關(guān)于絲瓜及絲瓜所屬的葫蘆科miRNA的研究起步較晚。凌鍵利用重測序的單核苷酸多態(tài)性(single nucleotide polymorphisms，簡稱SNP)數(shù)據(jù)分析了黃瓜miRNA位點(diǎn)的遺傳多樣性[48]。李超漢發(fā)現(xiàn)，NAM基因家族是miR164的靶標(biāo)基因，可調(diào)控植物的生長發(fā)育，通過利用高通量測序與生物信息學(xué)手段研究發(fā)現(xiàn)，miRNA參與黃瓜嫁接苗對干旱、高鹽、缺氮、缺磷脅迫的應(yīng)答[49]。梁超瓊等研究發(fā)現(xiàn)，植物抗病過程和生長過程中的MYB類轉(zhuǎn)錄因子主要受miR159和miR858調(diào)控[50]。

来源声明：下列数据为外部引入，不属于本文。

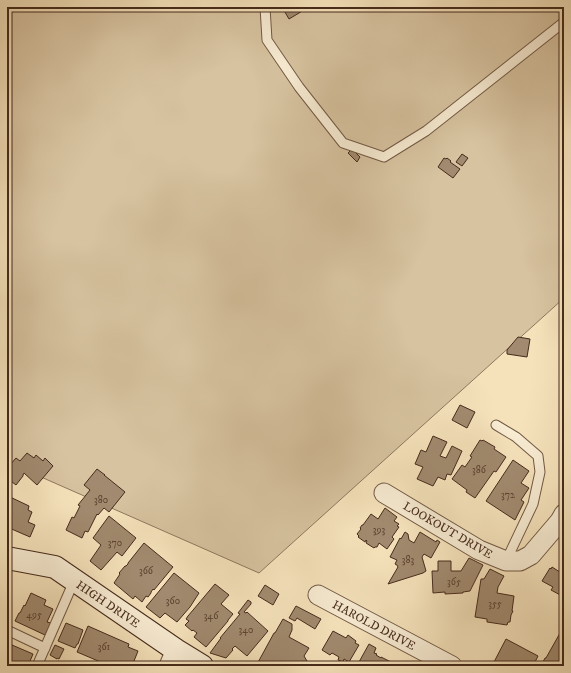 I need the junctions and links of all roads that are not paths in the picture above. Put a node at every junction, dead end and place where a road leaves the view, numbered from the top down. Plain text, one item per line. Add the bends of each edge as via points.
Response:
1 (265, 7) edge
2 (564, 22) edge
3 (496, 425) dead end
4 (384, 493) dead end
5 (564, 514) edge
6 (7, 558) edge
7 (506, 561) junction
8 (74, 581) junction
9 (318, 595) dead end
10 (7, 630) edge
11 (45, 648) junction
12 (173, 658) edge
13 (37, 666) edge
14 (202, 666) edge
15 (452, 666) edge

1 - 2 lane via 267,40 342,143 384,157 426,131
3 - 7 lane via 516,437 538,456 540,472 533,504
4 - 7 street, LOOKOUT DRIVE via 479,550
5 - 7 street, LOOKOUT DRIVE via 531,555 520,561
6 - 8 street, HIGH DRIVE via 55,567
8 - 11 lane
8 - 12 street, HIGH DRIVE
9 - 15 street, HAROLD DRIVE
10 - 11 lane
11 - 13 lane
12 - 14 street, HIGH DRIVE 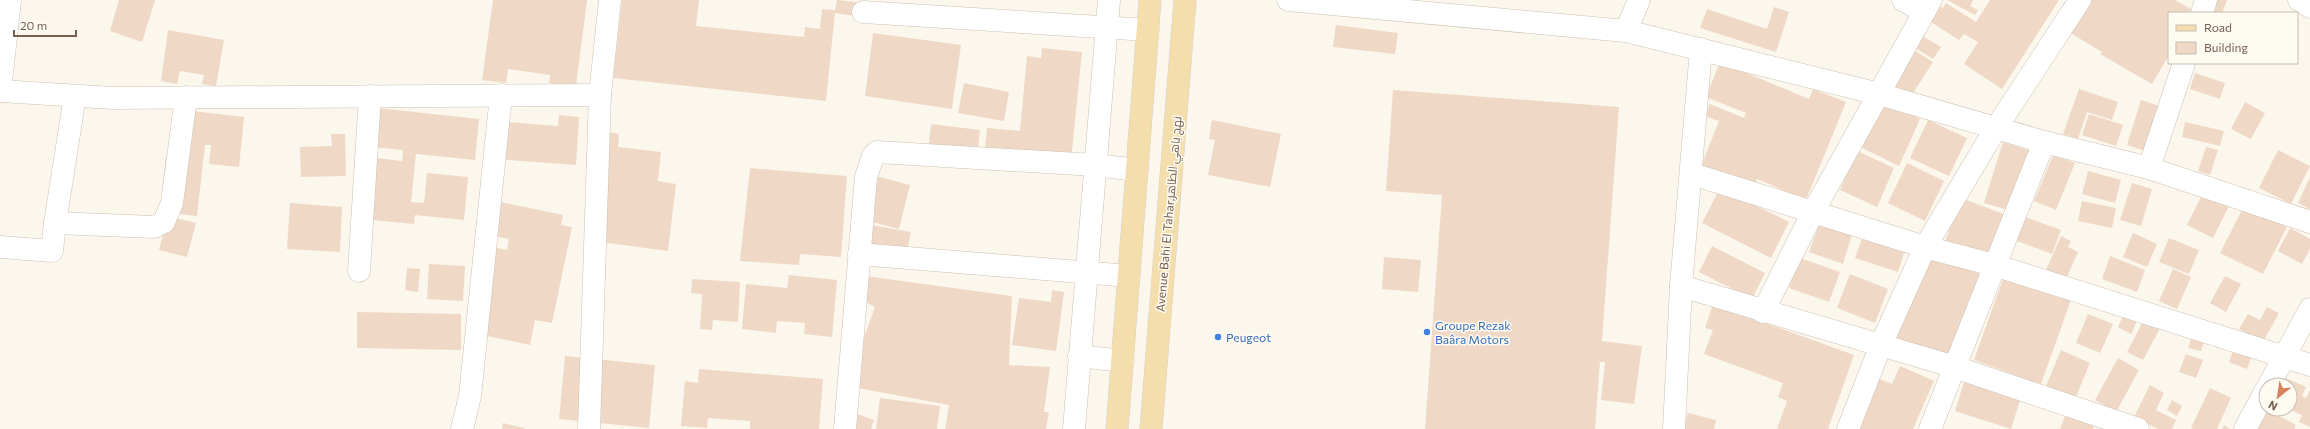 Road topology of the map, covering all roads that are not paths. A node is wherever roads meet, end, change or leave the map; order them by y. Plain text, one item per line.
1 (10, 0) edge
2 (610, 0) edge
3 (1109, 0) edge
4 (1150, 0) edge
5 (1185, 0) edge
6 (1288, 0) edge
7 (1639, 0) edge
8 (1902, 0) edge
9 (2080, 0) edge
10 (2299, 0) edge
11 (1406, 6) edge
12 (1928, 6) edge
13 (2310, 7) edge
14 (863, 12) dead end
15 (1106, 28) junction
16 (1148, 30) junction
17 (1626, 31) junction
18 (1701, 49) junction
19 (2184, 64) edge
20 (0, 91) edge
21 (1879, 94) junction
22 (501, 95) junction
23 (600, 95) junction
24 (75, 96) junction
25 (370, 96) junction
26 (186, 97) junction
27 (1996, 128) junction
28 (2044, 142) junction
29 (1095, 165) junction
30 (2148, 168) junction
31 (1137, 170) junction
32 (1692, 174) junction
33 (1813, 212) junction
34 (2310, 222) edge
35 (55, 223) junction
36 (0, 247) edge
37 (1925, 247) junction
38 (859, 254) junction
39 (1994, 265) junction
40 (360, 271) dead end
41 (1086, 271) junction
42 (1129, 276) junction
43 (1681, 286) junction
44 (2310, 309) edge
45 (1763, 312) junction
46 (1881, 345) junction
47 (1080, 356) junction
48 (2284, 357) junction
49 (1123, 361) junction
50 (2310, 365) edge
51 (1955, 367) junction
52 (2273, 377) edge
53 (2258, 405) edge
54 (595, 428) edge
55 (462, 429) edge
56 (845, 429) edge
57 (1074, 429) edge
58 (1118, 429) edge
59 (1151, 429) edge
60 (1674, 429) edge
61 (1848, 429) edge
62 (1930, 429) edge
63 (2138, 429) edge
64 (2245, 429) edge

1 - 20 street
2 - 23 street
3 - 15 street
4 - 16 main road
5 - 59 main road, Avenue Bahi El Tahar,نهج باهي الطاهر
6 - 11 street
7 - 17 street
8 - 12 street
9 - 27 street
10 - 13 street
11 - 17 street
12 - 21 street
14 - 15 street
15 - 16 street
15 - 29 street
16 - 31 main road
17 - 18 street
18 - 21 street
18 - 32 street
19 - 30 street
20 - 24 street
21 - 27 street
21 - 33 street
22 - 23 street
22 - 25 street
22 - 55 street
23 - 54 street
24 - 26 street
24 - 35 street
25 - 26 street
25 - 40 street
26 - 35 street
27 - 28 street
27 - 37 street
28 - 30 street
28 - 39 street
29 - 31 street
29 - 38 street
29 - 41 street
30 - 34 street
31 - 42 main road
32 - 33 street
32 - 43 street
33 - 37 street
33 - 45 street
35 - 36 street
37 - 39 street
37 - 46 street
38 - 41 street
38 - 56 street
39 - 48 street
39 - 51 street
41 - 42 street
41 - 47 street
42 - 49 main road
43 - 45 street
43 - 60 street
44 - 48 street
45 - 46 street
46 - 51 street
46 - 61 street
47 - 49 street
47 - 57 street
48 - 50 street
48 - 52 street
49 - 58 main road
51 - 62 street
51 - 63 street
53 - 64 street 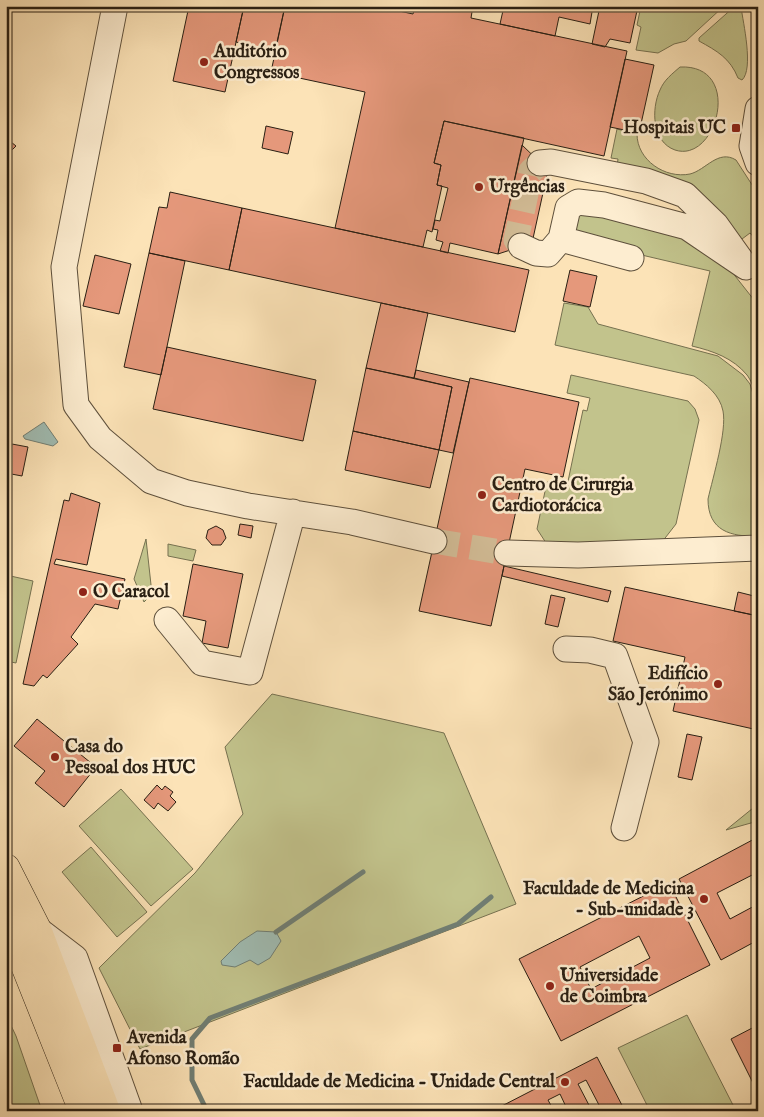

郭清利對黃瓜葉片小RNA進(jìn)行測序分析，在黃瓜葉片中共預(yù)測到82個(gè)miRNA，其中保守、非保守miRNA分別為42、40個(gè)，其中48個(gè)為首次發(fā)現(xiàn)的miRNA[51]。劉娜等通過Solexa測序分析發(fā)現(xiàn)，嫁接能夠影響植物的生長發(fā)育，并能提高植物對脅迫的抗性[52]。Chen等利用下一代測序技術(shù)對絲瓜品種YLB05(耐褐變)和XTR05(易褐變)的基因表達(dá)譜進(jìn)行分析，獲得9.1 GB有效數(shù)據(jù)，提供了全面的轉(zhuǎn)錄組序列資源[9]。這些研究成果促進(jìn)了絲瓜miRNA的研究，也為絲瓜耐褐變遺傳育種的深入研究提供了新的思路，相信隨著研究人員的不斷努力和生物信息學(xué)等新技術(shù)的發(fā)展，絲瓜miRNA的研究會更為全面和深入。